Nigeria Wants Share in $350bn Global Outsourcing Market

March 1, 2024
ICT Jobs

By Aduragbemi Omiyale

The global outsourcing market is estimated to be worth about $350 billion and Nigeria is looking to take a slice of it to address the rising unemployment rate in the country.

Before 2023, the National Bureau of Statistics (NBS) put the unemployment rate at about 33 per cent, but in its revised edition, the agency said the rate grew to 5.0 per cent in the third quarter of last year.

The outsourcing market is becoming the new oil market and Nigeria, which prides itself as the largest economy in Africa because of its population size of over 200 million, wants to quickly become a player in the sector.

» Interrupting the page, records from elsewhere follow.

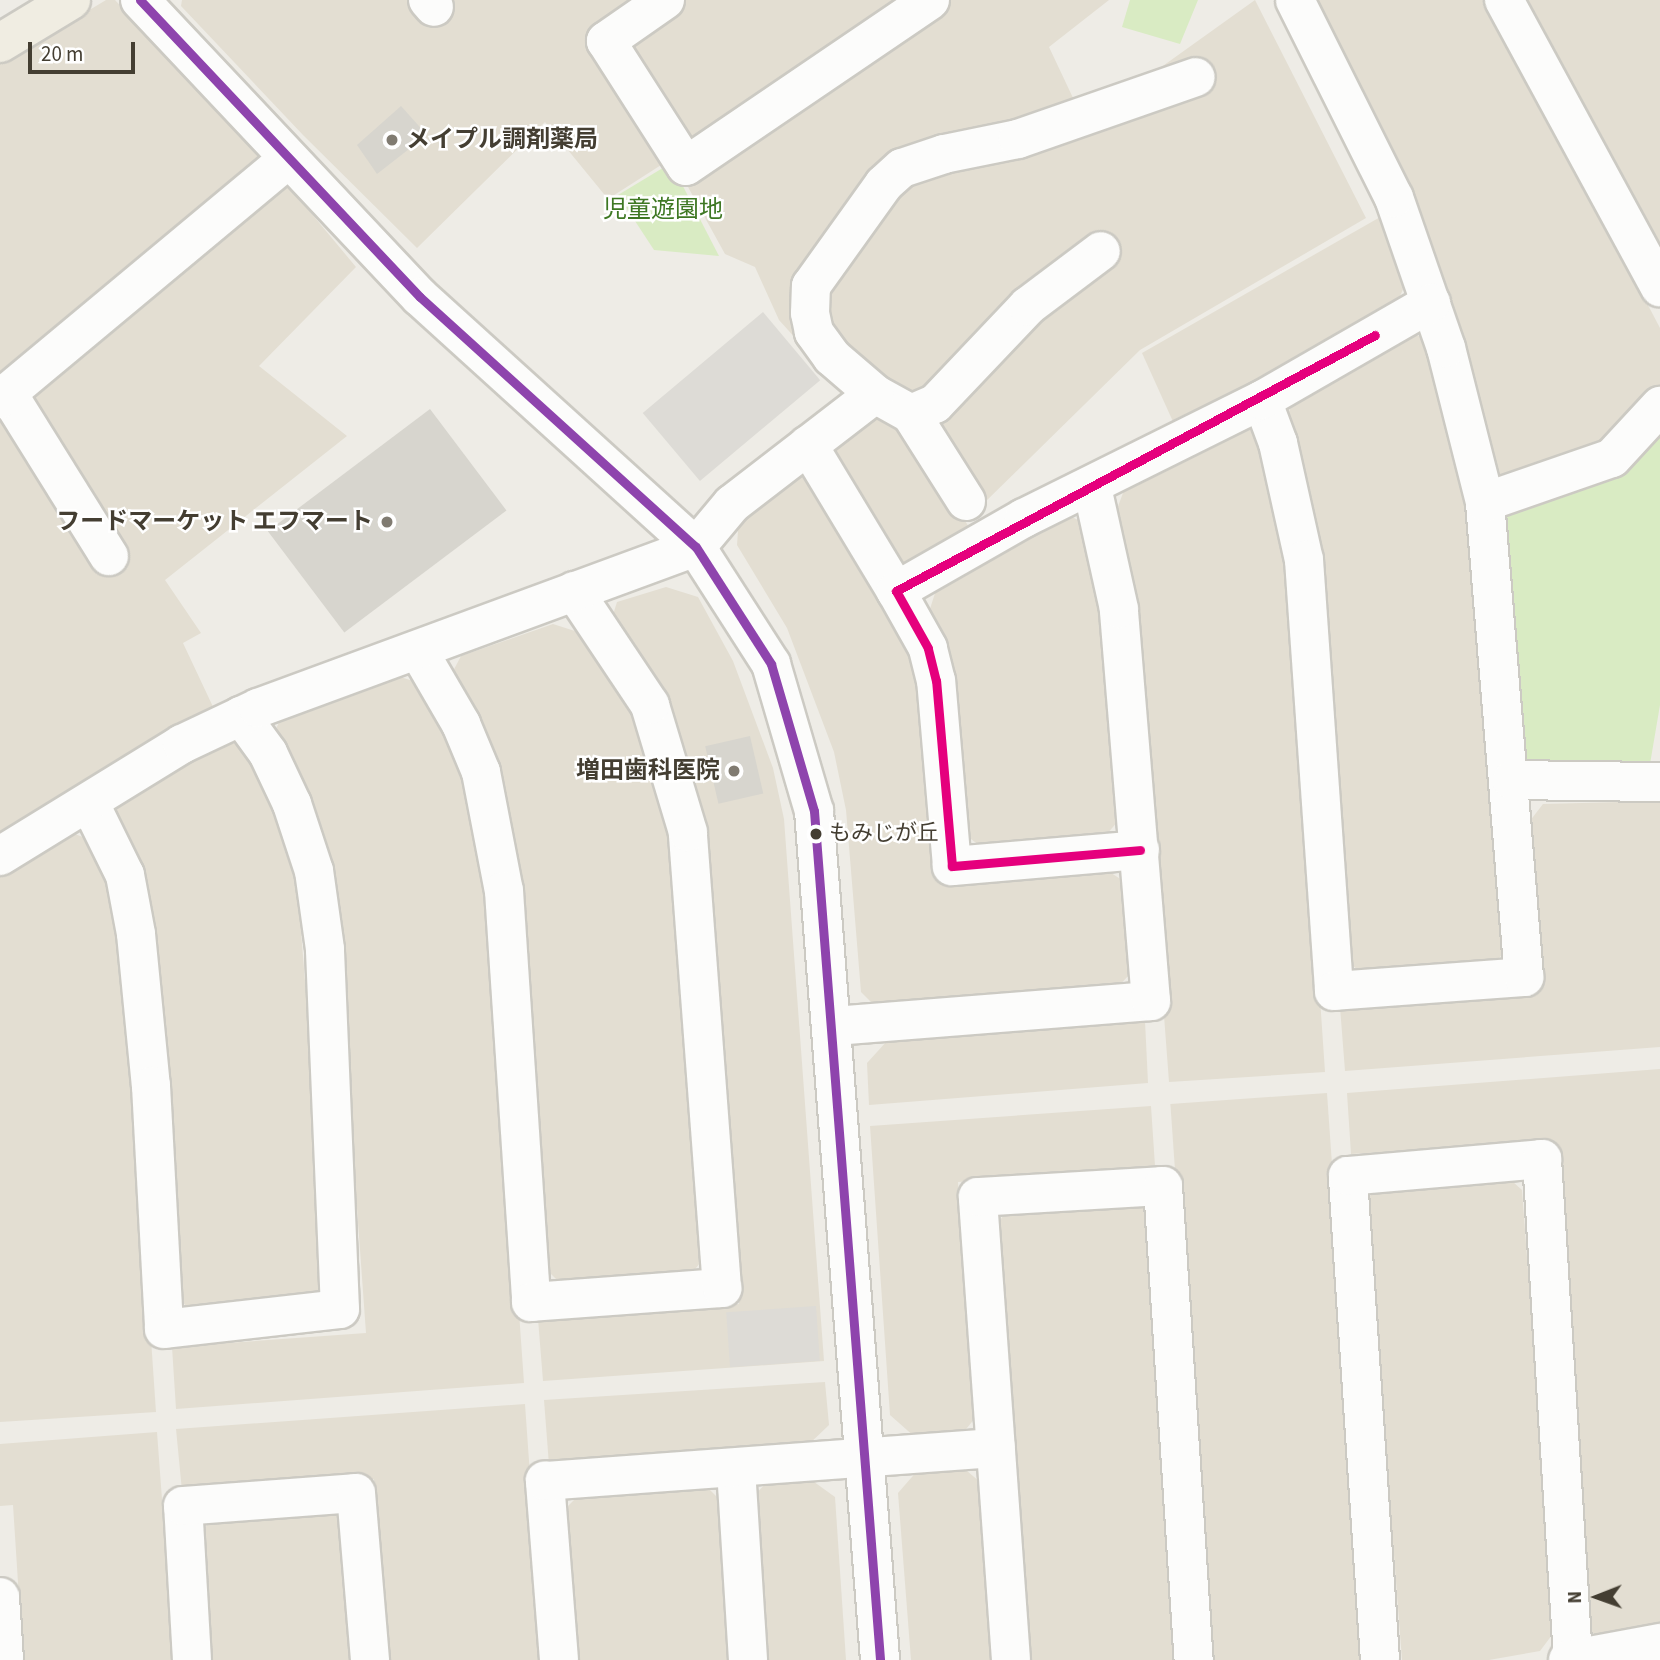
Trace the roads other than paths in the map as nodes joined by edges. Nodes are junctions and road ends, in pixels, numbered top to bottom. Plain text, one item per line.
1 (71, 0) edge
2 (140, 0) edge
3 (665, 0) edge
4 (930, 0) edge
5 (1295, 0) edge
6 (1504, 0) edge
7 (0, 43) edge
8 (1196, 77) dead end
9 (288, 159) junction
10 (1101, 251) dead end
11 (1660, 287) edge
12 (1431, 303) junction
13 (875, 394) junction
14 (4, 396) edge
15 (1262, 400) junction
16 (1660, 406) edge
17 (911, 414) junction
18 (808, 445) junction
19 (1091, 487) junction
20 (965, 501) dead end
21 (1485, 502) junction
22 (696, 547) junction
23 (109, 556) dead end
24 (574, 591) junction
25 (896, 591) junction
26 (418, 650) junction
27 (241, 716) junction
28 (1512, 780) junction
29 (1660, 782) edge
30 (90, 804) junction
31 (1140, 850) junction
32 (0, 856) edge
33 (834, 1026) junction
34 (996, 1447) junction
35 (866, 1458) junction
36 (736, 1469) junction
37 (0, 1597) edge
38 (1660, 1643) edge
39 (4, 1660) edge
40 (192, 1660) edge
41 (370, 1660) edge
42 (559, 1660) edge
43 (748, 1660) edge
44 (880, 1660) edge
45 (1012, 1660) edge
46 (1194, 1660) edge
47 (1380, 1660) edge
48 (1571, 1660) edge

1 - 7 main road
2 - 9 street
3 - 4 street
5 - 12 street
6 - 11 street
8 - 13 street
9 - 14 street
9 - 22 street
10 - 17 street
12 - 15 street
12 - 21 street
13 - 17 street
13 - 18 street
14 - 23 street
15 - 19 street
15 - 28 street
16 - 21 street
17 - 20 street
18 - 22 street
18 - 25 street
19 - 25 street
19 - 31 street
21 - 28 street
22 - 24 street
22 - 33 street
24 - 26 street
24 - 26 street
25 - 31 street
26 - 27 street
27 - 30 street
27 - 30 street
28 - 29 street
30 - 32 street
31 - 33 street
33 - 35 street
34 - 35 street
34 - 45 street
34 - 46 street
35 - 36 street
35 - 44 street
36 - 42 street
36 - 43 street
37 - 39 street
38 - 48 street
40 - 41 street
47 - 48 street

Nigeria’s Vice President, Mr Kashim Shettima, in a statement by his media aide, Mr Stanley Nkwocha, said he would be in Gombe State on Monday, March 4, 2024, to launch a private sector-led, government-enabled programme known as the Outsource to Nigeria Initiative (OTNI), designed to create jobs in the business process and technology-enabled outsourcing sector.

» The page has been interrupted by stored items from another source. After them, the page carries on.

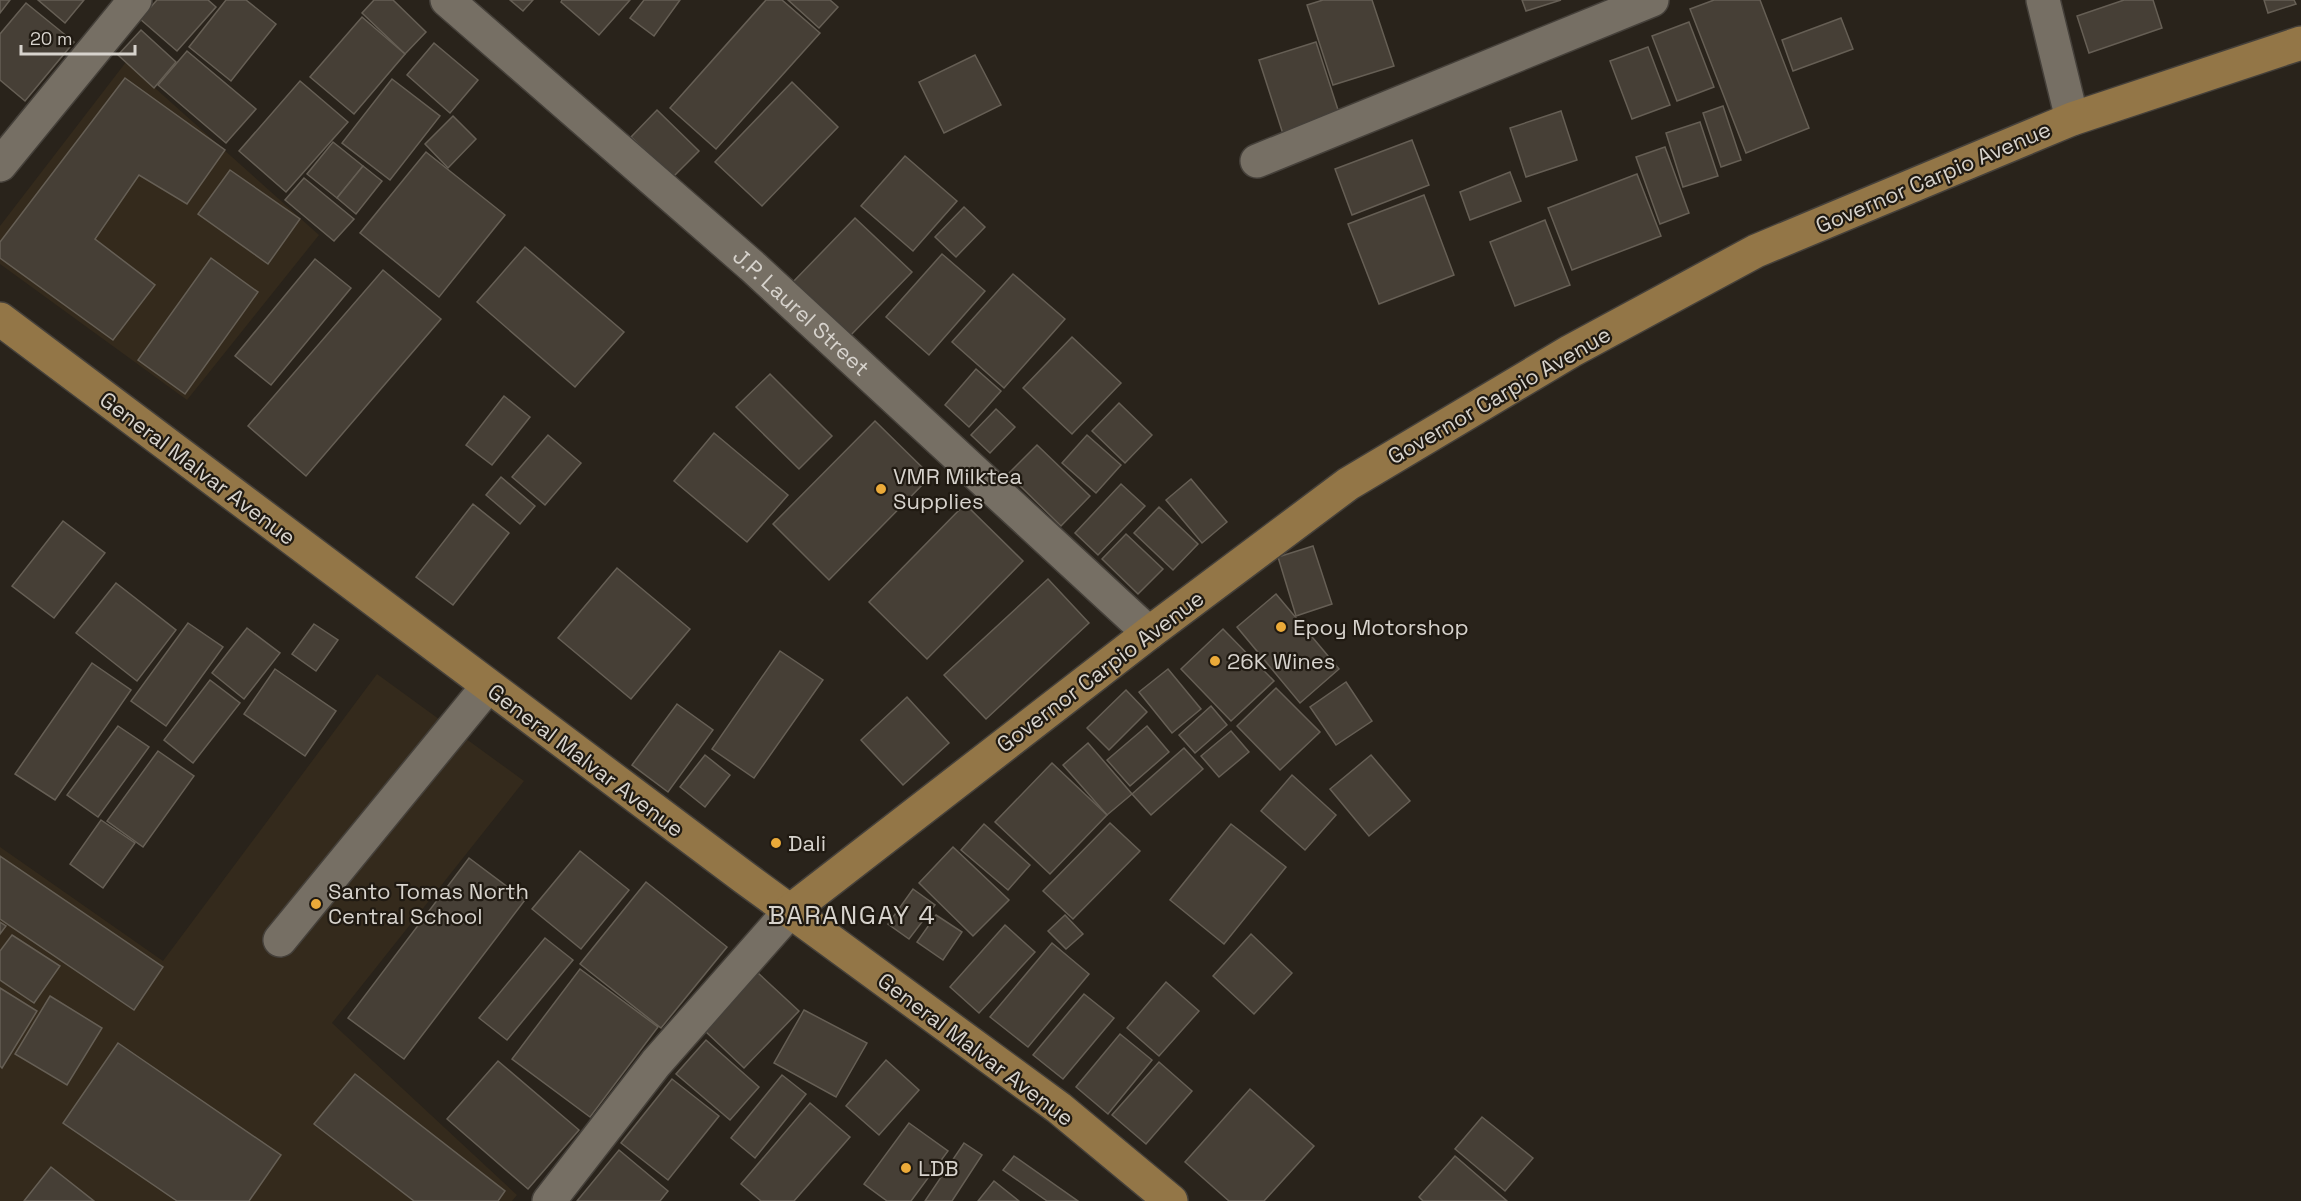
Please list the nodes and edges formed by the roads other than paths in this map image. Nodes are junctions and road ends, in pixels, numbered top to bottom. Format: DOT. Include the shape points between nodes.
graph roads {
  1 [pos="135,0"];
  2 [pos="447,0"];
  3 [pos="1652,0"];
  4 [pos="2043,0"];
  5 [pos="2301,44"];
  6 [pos="2072,119"];
  7 [pos="1257,161"];
  8 [pos="0,165"];
  9 [pos="0,319"];
  10 [pos="1149,633"];
  11 [pos="488,686"];
  12 [pos="790,911"];
  13 [pos="280,940"];
  14 [pos="549,1201"];
  15 [pos="1171,1201"];
  1 -- 8 [label="street"];
  2 -- 10 [label="street, J.P. Laurel Street" via="752,266"];
  3 -- 7 [label="street"];
  4 -- 6 [label="street"];
  5 -- 6 [label="main road, Governor Carpio Avenue"];
  6 -- 10 [label="main road, Governor Carpio Avenue" via="1756,251 1571,351 1348,484"];
  9 -- 11 [label="main road, General Malvar Avenue"];
  10 -- 12 [label="main road, Governor Carpio Avenue"];
  11 -- 12 [label="main road, General Malvar Avenue"];
  11 -- 13 [label="street"];
  12 -- 14 [label="street" via="656,1063"];
  12 -- 15 [label="main road, General Malvar Avenue" via="1059,1108"];
}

The Office of the Vice President is supporting the initiative because of the huge job opportunities in the thriving global outsourcing market, which grossed almost $350 billion in 2023 for the seven top countries that engaged in it.

OTNI is expected to promote the outsourcing industry in Nigeria and create meaningful employment opportunities in the short and long term for youths with unique skill sets across different sectors.

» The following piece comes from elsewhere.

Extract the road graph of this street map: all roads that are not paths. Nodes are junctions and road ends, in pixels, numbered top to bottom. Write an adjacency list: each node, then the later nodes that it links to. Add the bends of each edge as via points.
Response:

According to the statement, no fewer than 1,000 Nigerians in Gombe State will be gainfully employed after the training of participants.

The statement quoted the Deputy Chief of Staff to the President (Office of the Vice President), Ibrahim Hadejia, as saying, “The jobs created in this sector are well-paying, the market is growing rapidly, it is projected to grow to over half a trillion dollars by 2030.

“If we can get a big chunk of this market, it will not only be the alternative to oil but probably the biggest employer of young people in the country. This is why it has the full backing of the Office of the Vice President.

“When you look at what global outsourcing partners are looking for, we are probably in a better position than even most of the countries engaged in it today.

“We are an English-speaking country, we now have better IT infrastructure than we had 10 years ago when the boom started. And we have the skill sets, we have the human resources – vibrant and young people to actively participate in this sector.”

Aduragbemi Omiyale

Aduragbemi Omiyale is a journalist with Business Post Nigeria, who has passion for news writing. In her leisure time, she loves to read.